We’ve tried to tell them they should just say, “Ohhh. . . he talked about the situation in Israel.” It’s a safe bet someone, somewhere covered that.
Okay, so if you’ve read this far, hopefully you realize that we are making jokes about the holiday. Just add it to our tab of things we have to atone for.
We have memories of our teenage years, when September meant getting your new back-to-school clothes, and the Jewish holidays were a chance to show them off. Today, we still read Glamour, but you won’t find us wearing the new fall outfit pictured on page 75. Nor will we be taking a fur coat out of storage in time for late services, like some people. Now, we pull out something suitable and reliable from the back of our closets and hope we can still fit into it.
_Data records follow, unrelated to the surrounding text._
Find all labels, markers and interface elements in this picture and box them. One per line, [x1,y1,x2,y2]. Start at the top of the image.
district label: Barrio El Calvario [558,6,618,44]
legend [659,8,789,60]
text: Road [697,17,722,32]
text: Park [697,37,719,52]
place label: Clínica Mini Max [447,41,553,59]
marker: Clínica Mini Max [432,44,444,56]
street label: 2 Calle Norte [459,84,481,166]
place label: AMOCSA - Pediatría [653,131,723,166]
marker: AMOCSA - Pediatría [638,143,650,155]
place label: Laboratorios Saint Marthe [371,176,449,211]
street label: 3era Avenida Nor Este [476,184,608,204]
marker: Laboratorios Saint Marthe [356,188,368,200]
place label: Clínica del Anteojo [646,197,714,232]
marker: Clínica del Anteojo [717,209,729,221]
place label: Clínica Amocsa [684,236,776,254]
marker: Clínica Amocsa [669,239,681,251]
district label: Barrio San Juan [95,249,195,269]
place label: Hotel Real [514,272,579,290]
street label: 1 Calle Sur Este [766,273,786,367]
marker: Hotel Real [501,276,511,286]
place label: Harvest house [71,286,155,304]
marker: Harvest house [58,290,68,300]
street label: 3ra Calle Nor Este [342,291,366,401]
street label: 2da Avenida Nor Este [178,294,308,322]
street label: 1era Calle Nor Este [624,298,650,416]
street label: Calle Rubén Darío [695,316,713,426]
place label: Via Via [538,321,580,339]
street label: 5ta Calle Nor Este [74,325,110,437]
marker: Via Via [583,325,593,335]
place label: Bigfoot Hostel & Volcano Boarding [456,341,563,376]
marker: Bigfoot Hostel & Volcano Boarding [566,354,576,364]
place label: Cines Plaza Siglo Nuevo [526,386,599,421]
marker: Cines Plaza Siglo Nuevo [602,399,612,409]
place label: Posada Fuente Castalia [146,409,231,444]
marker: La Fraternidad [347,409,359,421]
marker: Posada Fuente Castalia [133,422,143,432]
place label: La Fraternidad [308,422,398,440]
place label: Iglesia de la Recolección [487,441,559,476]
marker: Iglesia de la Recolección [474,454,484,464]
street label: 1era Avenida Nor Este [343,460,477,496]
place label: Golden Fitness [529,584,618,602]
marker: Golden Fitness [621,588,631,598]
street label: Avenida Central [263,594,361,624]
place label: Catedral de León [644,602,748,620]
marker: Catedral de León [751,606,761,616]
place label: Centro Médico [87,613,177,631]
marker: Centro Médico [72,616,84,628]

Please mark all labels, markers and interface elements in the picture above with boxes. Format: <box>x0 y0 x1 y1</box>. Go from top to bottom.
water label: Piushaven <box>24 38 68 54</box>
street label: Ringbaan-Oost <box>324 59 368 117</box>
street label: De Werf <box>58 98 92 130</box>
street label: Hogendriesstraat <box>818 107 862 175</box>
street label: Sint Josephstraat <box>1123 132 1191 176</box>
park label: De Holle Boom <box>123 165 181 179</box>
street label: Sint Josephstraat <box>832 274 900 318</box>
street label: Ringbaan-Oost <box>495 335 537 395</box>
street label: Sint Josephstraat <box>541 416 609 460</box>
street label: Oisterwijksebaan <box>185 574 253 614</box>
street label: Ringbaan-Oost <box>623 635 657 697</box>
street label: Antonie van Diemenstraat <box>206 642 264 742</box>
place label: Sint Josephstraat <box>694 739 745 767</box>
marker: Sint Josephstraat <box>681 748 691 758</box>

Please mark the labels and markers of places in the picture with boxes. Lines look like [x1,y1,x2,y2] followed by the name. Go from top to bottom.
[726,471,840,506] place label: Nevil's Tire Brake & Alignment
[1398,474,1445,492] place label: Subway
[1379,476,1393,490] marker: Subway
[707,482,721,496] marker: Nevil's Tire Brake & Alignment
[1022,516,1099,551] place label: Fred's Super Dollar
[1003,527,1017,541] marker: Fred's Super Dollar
Some of us – no names mentioned – used to attend the mid-afternoon, 1-hour-long family service at a synagogue, dragging our teenagers through the crowd of preschoolers just so we could go to a service that wasn’t five hours long. Others of us like to go early when it starts – give or take an hour or so. We get annoyed with the people who wander in just as they are putting the Torahs back into the ark, but we’ll try to sneak out quietly right after the rabbi’s sermon.
We’ve been going to synagogue for 50 years. Been there, done that. We know how it ends. The gates are closing, the Book of Life is being written, and our fate is being sealed. We’re in trouble.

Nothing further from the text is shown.